My take-away lesson for today is that Jeff Nolan got angry and bitchy and whiny in public… and Greg Cohn not only didn’t hit back, he replied calmly and coherently.
If I was choosing to do business tomorrow with one or the other, I’d be picking Greg.
May 9th, 2008 03:04
Excellent rebuttal. But could you maybe add a glossary? What are BD, BU and YOS? I know NDA = non-disclosure agreement.
May 9th, 2008 10:28
Kirk:
BD = Business Development;
BU = Business Unit;
YOS = Yahoo! Open Strategy;
Mike
May 9th, 2008 14:57
Thanks for the glossary Mike (and for all the previous comments everyone). For more detail on YOS, please see previous post at
http://gregcohn.com/blog/social/2008/04/yahoo-open-strategy-yos-unveiled/
May 13th, 2008 18:31
“To enable us to drive orthogonal intersections across internal channels, even if it means multiple meetings and engagement points.”

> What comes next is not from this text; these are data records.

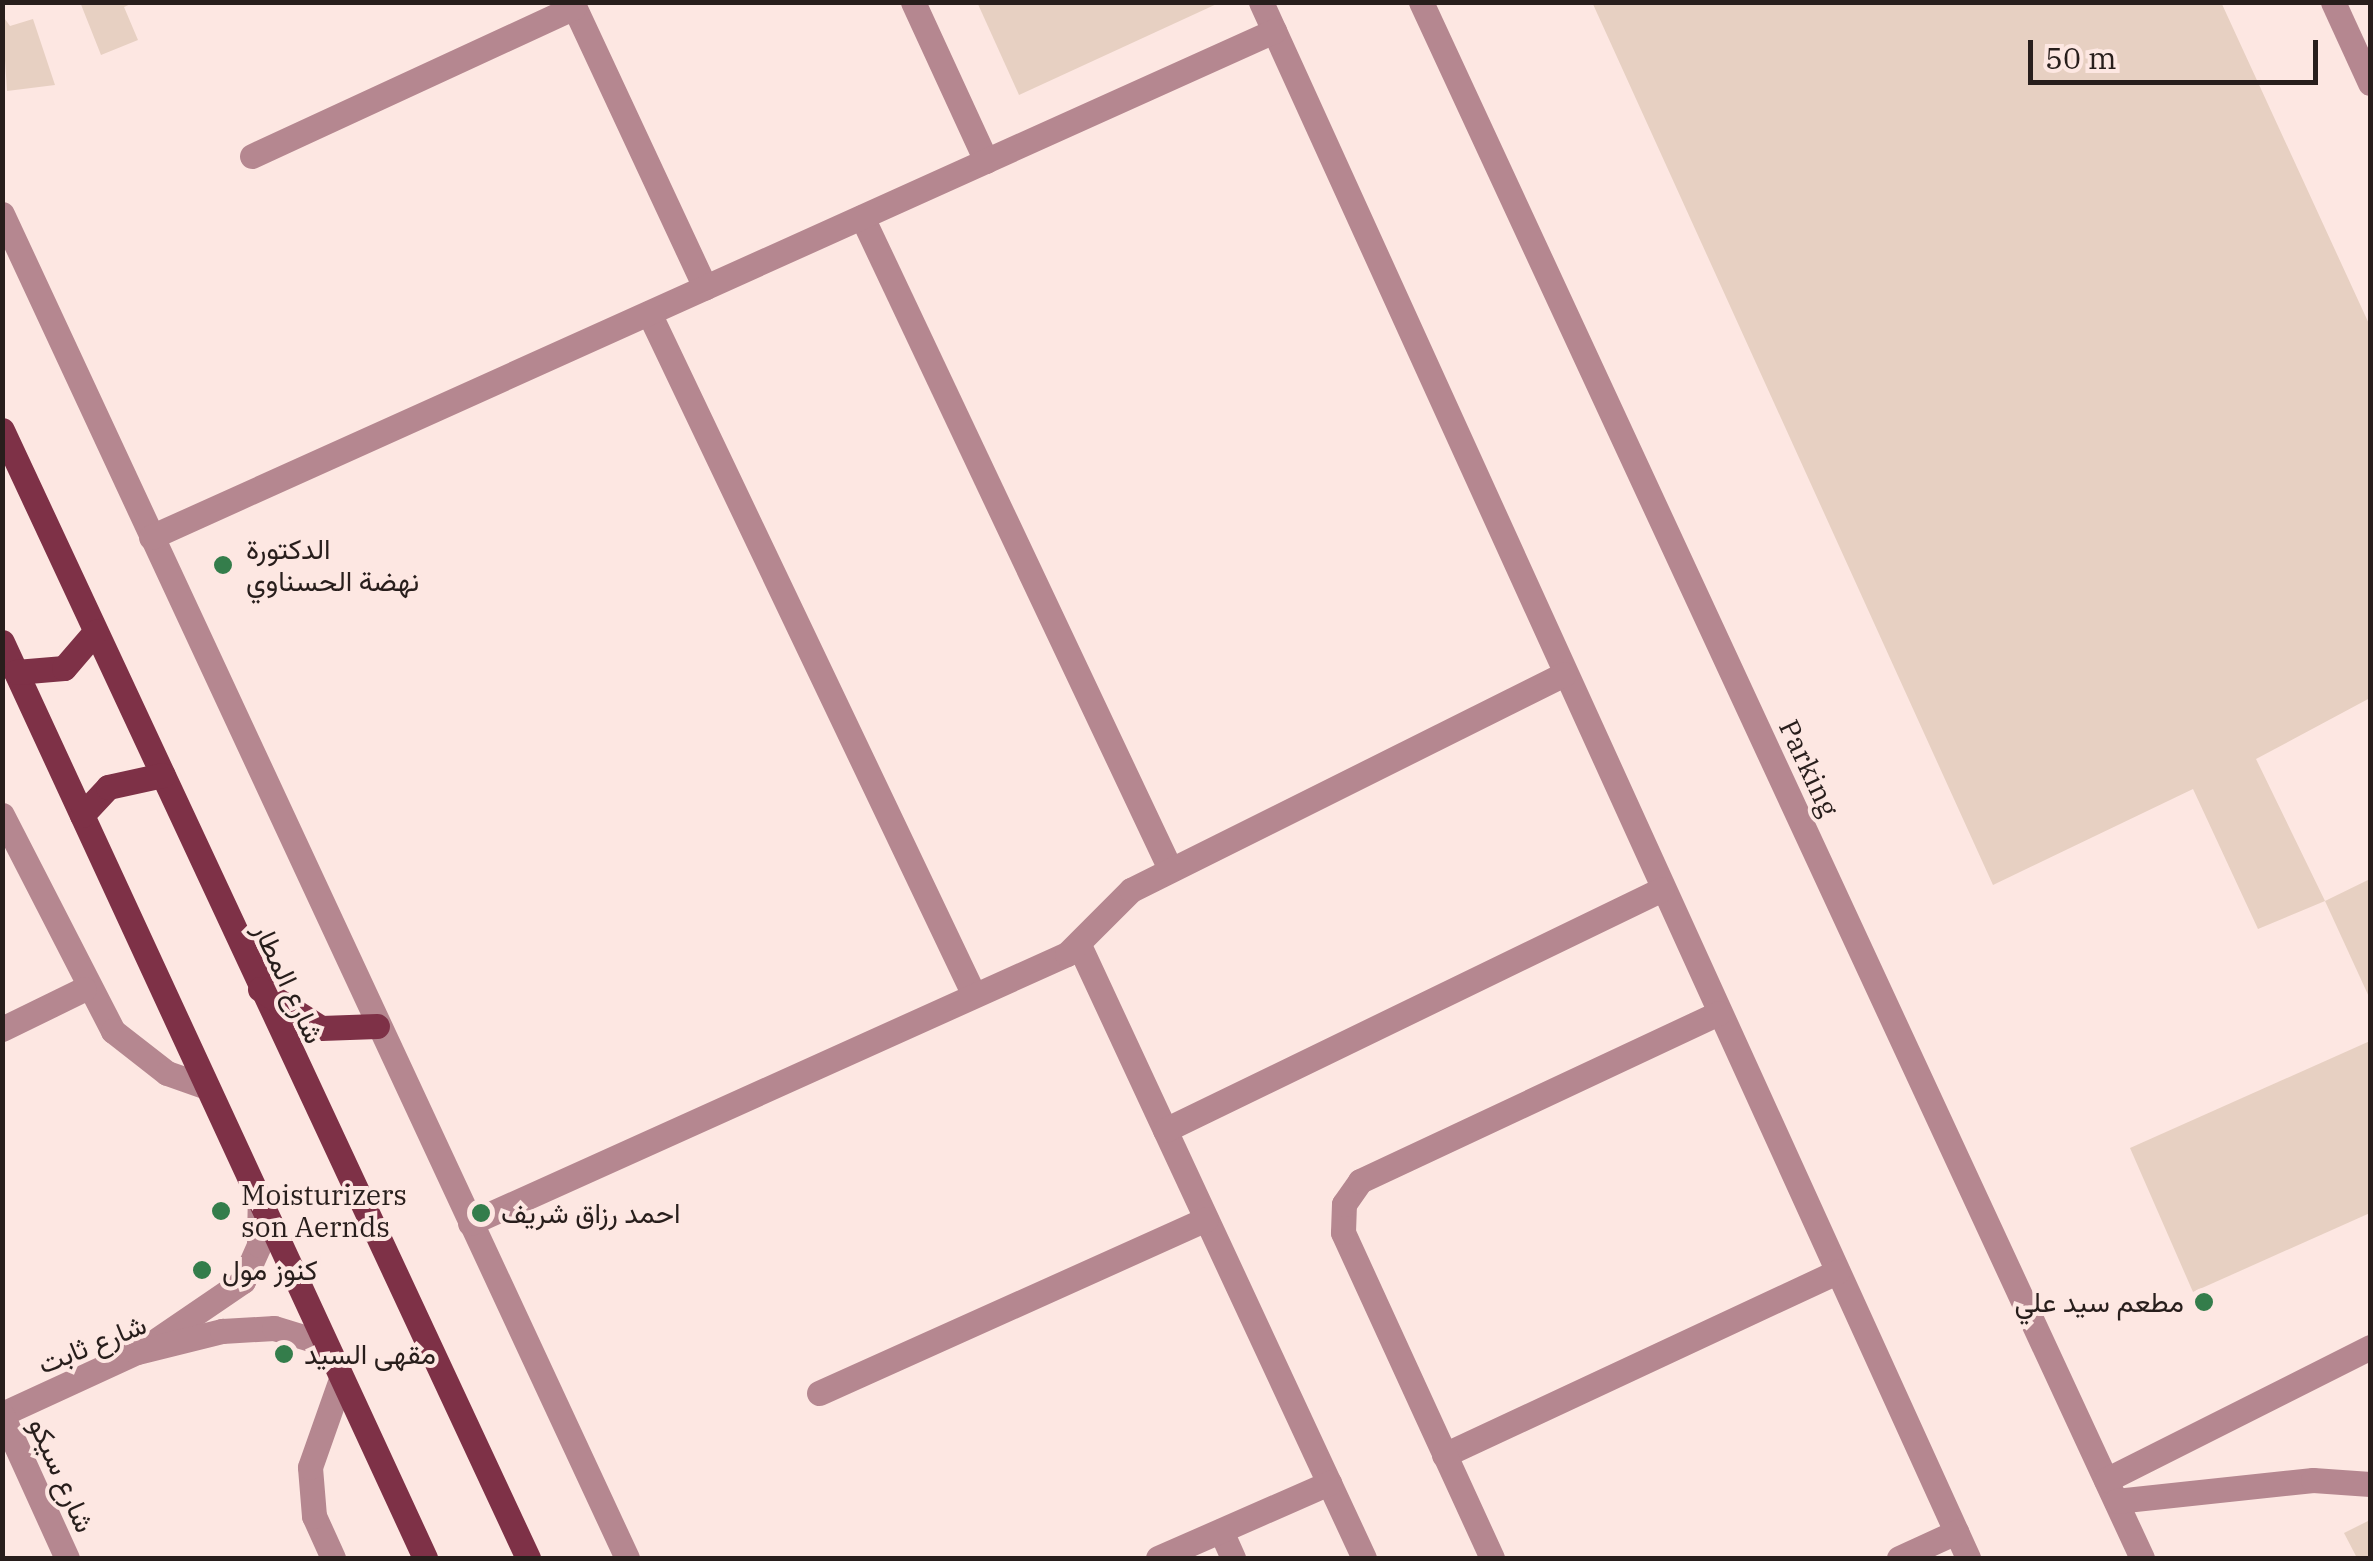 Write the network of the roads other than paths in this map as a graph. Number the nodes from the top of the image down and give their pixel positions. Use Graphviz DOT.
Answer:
graph roads {
  1 [pos="913,2"];
  2 [pos="1261,2"];
  3 [pos="1421,2"];
  4 [pos="2333,2"];
  5 [pos="573,5"];
  6 [pos="1274,30"];
  7 [pos="2370,83"];
  8 [pos="252,156"];
  9 [pos="986,161"];
  10 [pos="2,214"];
  11 [pos="862,216"];
  12 [pos="705,287"];
  13 [pos="649,313"];
  14 [pos="2,430"];
  15 [pos="151,537"];
  16 [pos="94,632"];
  17 [pos="2,642"];
  18 [pos="16,672"];
  19 [pos="1564,674"];
  20 [pos="162,775"];
  21 [pos="2,815"];
  22 [pos="82,815"];
  23 [pos="1170,870"];
  24 [pos="1662,889"];
  25 [pos="1078,945"];
  26 [pos="258,987"];
  27 [pos="84,989"];
  28 [pos="974,995"];
  29 [pos="1719,1013"];
  30 [pos="377,1026"];
  31 [pos="2,1029"];
  32 [pos="207,1087"];
  33 [pos="1165,1130"];
  34 [pos="260,1206"];
  35 [pos="1206,1218"];
  36 [pos="470,1223"];
  37 [pos="1837,1272"];
  38 [pos="323,1343"];
  39 [pos="2370,1347"];
  40 [pos="137,1352"];
  41 [pos="341,1378"];
  42 [pos="819,1392"];
  43 [pos="2,1415"];
  44 [pos="1444,1455"];
  45 [pos="1329,1483"];
  46 [pos="2370,1484"];
  47 [pos="2111,1491"];
  48 [pos="1220,1531"];
  49 [pos="1956,1532"];
  50 [pos="67,1558"];
  51 [pos="332,1558"];
  52 [pos="425,1558"];
  53 [pos="528,1558"];
  54 [pos="627,1558"];
  55 [pos="1158,1558"];
  56 [pos="1233,1558"];
  57 [pos="1364,1558"];
  58 [pos="1492,1558"];
  59 [pos="1899,1558"];
  60 [pos="1968,1558"];
  61 [pos="2142,1558"];
  1 -- 9 [label="street"];
  2 -- 6 [label="street"];
  3 -- 47 [label="street, Parking"];
  4 -- 7 [label="street"];
  5 -- 8 [label="street"];
  5 -- 12 [label="street"];
  6 -- 9 [label="street"];
  6 -- 19 [label="street"];
  9 -- 11 [label="street"];
  10 -- 15 [label="street"];
  11 -- 12 [label="street"];
  11 -- 23 [label="street"];
  12 -- 13 [label="street"];
  13 -- 15 [label="street"];
  13 -- 28 [label="street"];
  14 -- 16 [label="main road, شارع المطار"];
  15 -- 30 [label="street"];
  16 -- 18 [label="main road"];
  16 -- 20 [label="main road, شارع المطار"];
  17 -- 18 [label="main road"];
  18 -- 22 [label="main road"];
  19 -- 23 [label="street"];
  19 -- 24 [label="street"];
  20 -- 22 [label="main road"];
  20 -- 26 [label="main road, شارع المطار"];
  21 -- 27 [label="street"];
  22 -- 32 [label="main road"];
  23 -- 25 [label="street"];
  24 -- 29 [label="street"];
  24 -- 33 [label="street"];
  25 -- 28 [label="street"];
  25 -- 33 [label="street"];
  26 -- 30 [label="main road"];
  26 -- 53 [label="main road, شارع المطار"];
  27 -- 31 [label="street"];
  27 -- 32 [label="street"];
  28 -- 36 [label="street"];
  29 -- 37 [label="street"];
  29 -- 44 [label="street"];
  30 -- 36 [label="street"];
  32 -- 34 [label="main road"];
  33 -- 35 [label="street"];
  34 -- 38 [label="main road"];
  34 -- 40 [label="street"];
  35 -- 42 [label="street"];
  35 -- 45 [label="street"];
  36 -- 54 [label="street"];
  37 -- 44 [label="street"];
  37 -- 49 [label="street"];
  38 -- 40 [label="street, شارع ثابت"];
  38 -- 41 [label="main road"];
  39 -- 47 [label="street"];
  40 -- 43 [label="street, شارع ثابت"];
  41 -- 51 [label="street"];
  41 -- 52 [label="main road"];
  43 -- 50 [label="street, شارع سيكو"];
  44 -- 58 [label="street"];
  45 -- 48 [label="street"];
  45 -- 57 [label="street"];
  46 -- 47 [label="street"];
  47 -- 61 [label="street, Parking"];
  48 -- 55 [label="street"];
  48 -- 56 [label="street"];
  49 -- 59 [label="street"];
  49 -- 60 [label="street"];
} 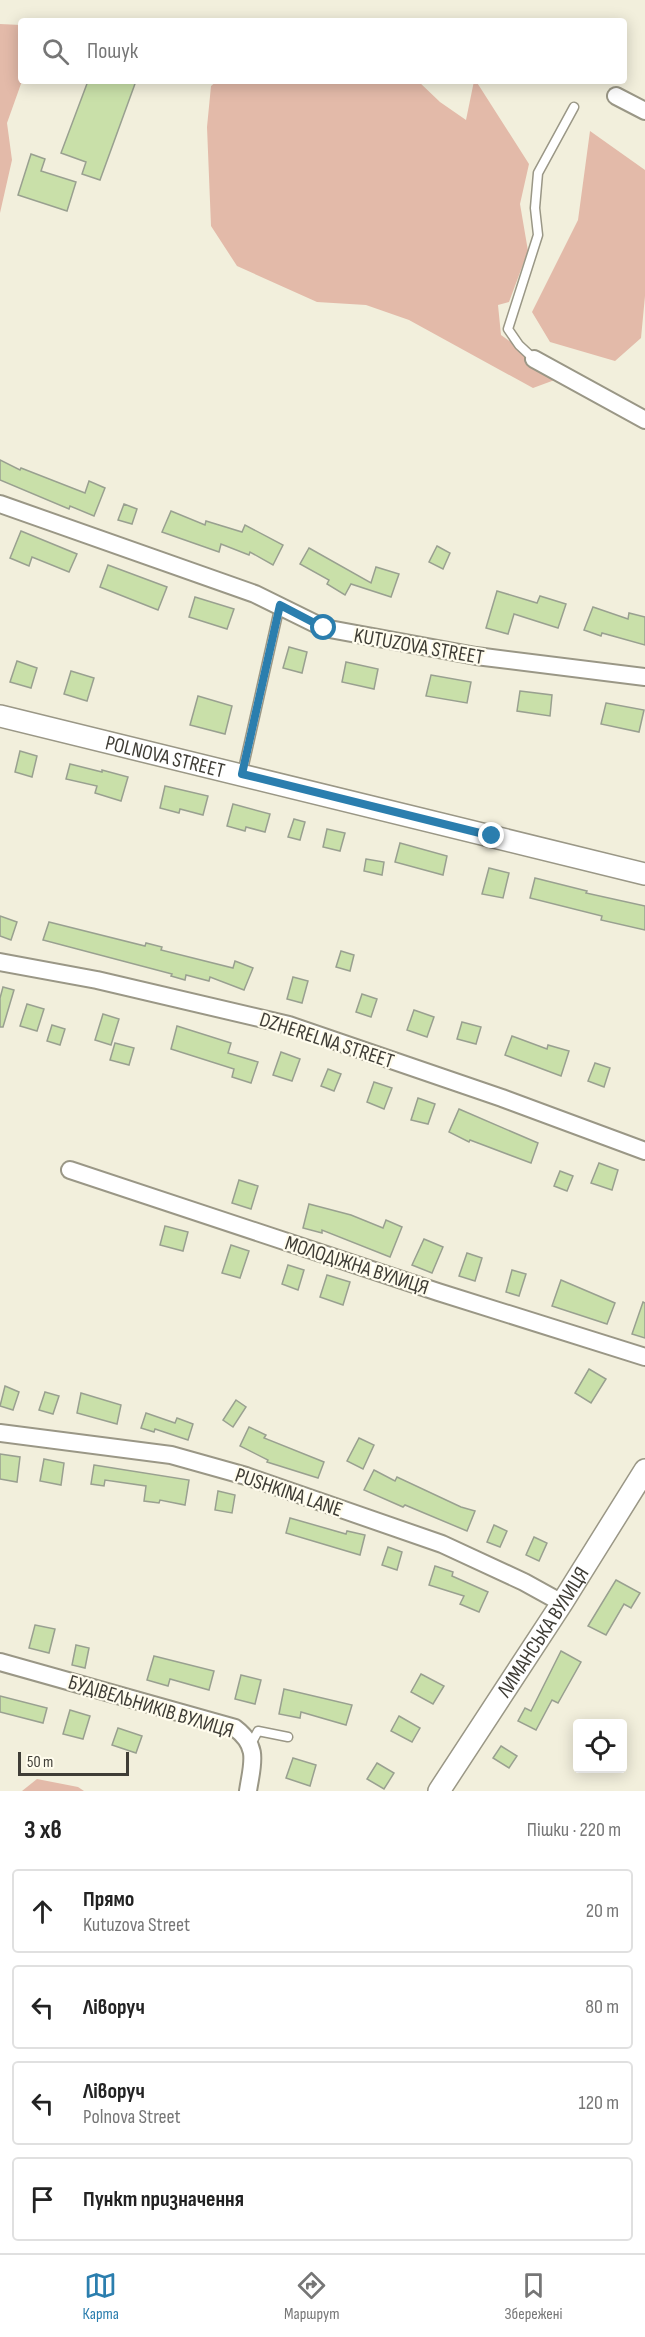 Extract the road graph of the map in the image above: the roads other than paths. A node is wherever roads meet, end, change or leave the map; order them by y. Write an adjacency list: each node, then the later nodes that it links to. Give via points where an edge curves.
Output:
1 (616, 96): 3 (street)
2 (574, 107): 4 (lane, via 537,173 538,235 508,329)
3 (645, 111)
4 (534, 359): 5 (street)
5 (645, 420)
6 (0, 504): 7 (street, KUTUZOVA STREET)
7 (280, 605): 8 (street, KUTUZOVA STREET, via 324,628 418,647); 10 (lane)
8 (645, 677)
9 (0, 716): 10 (street, POLNOVA STREET)
10 (242, 774): 11 (street, POLNOVA STREET)
11 (645, 874)
12 (0, 962): 13 (street, DZHERELNA STREET, via 98,980 289,1025)
13 (645, 1151)
14 (70, 1170): 15 (street, МОЛОДІЖНА ВУЛИЦЯ)
15 (645, 1357)
16 (0, 1433): 18 (street, PUSHKINA LANE, via 171,1455 246,1476 442,1544)
17 (645, 1470): 18 (street, ЛИМАНСЬКА ВУЛИЦЯ)
18 (562, 1603): 23 (street, ЛИМАНСЬКА ВУЛИЦЯ)
19 (0, 1662): 21 (street, БУДІВЕЛЬНИКІВ ВУЛИЦЯ, via 222,1723 235,1728)
20 (288, 1737): 21 (lane, via 258,1731)
21 (251, 1744): 22 (street, БУДІВЕЛЬНИКІВ ВУЛИЦЯ)
22 (248, 1791)
23 (439, 1791)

ROTFLMAO! after reading that, i am finally on board with jeff macke. thanks for illuminating the precise reason why it is indeed time for the total takedown. or in more familiar terms, “go orthogonally internal channel intersect yourself.”
what? you thought you were untouchable? nobody is untouchable in this game good buddy pal. the gig is up. you’re exposed.
/s/ the VC philosopher king of PA
May 14th, 2008 10:00
awesome comment beenthere!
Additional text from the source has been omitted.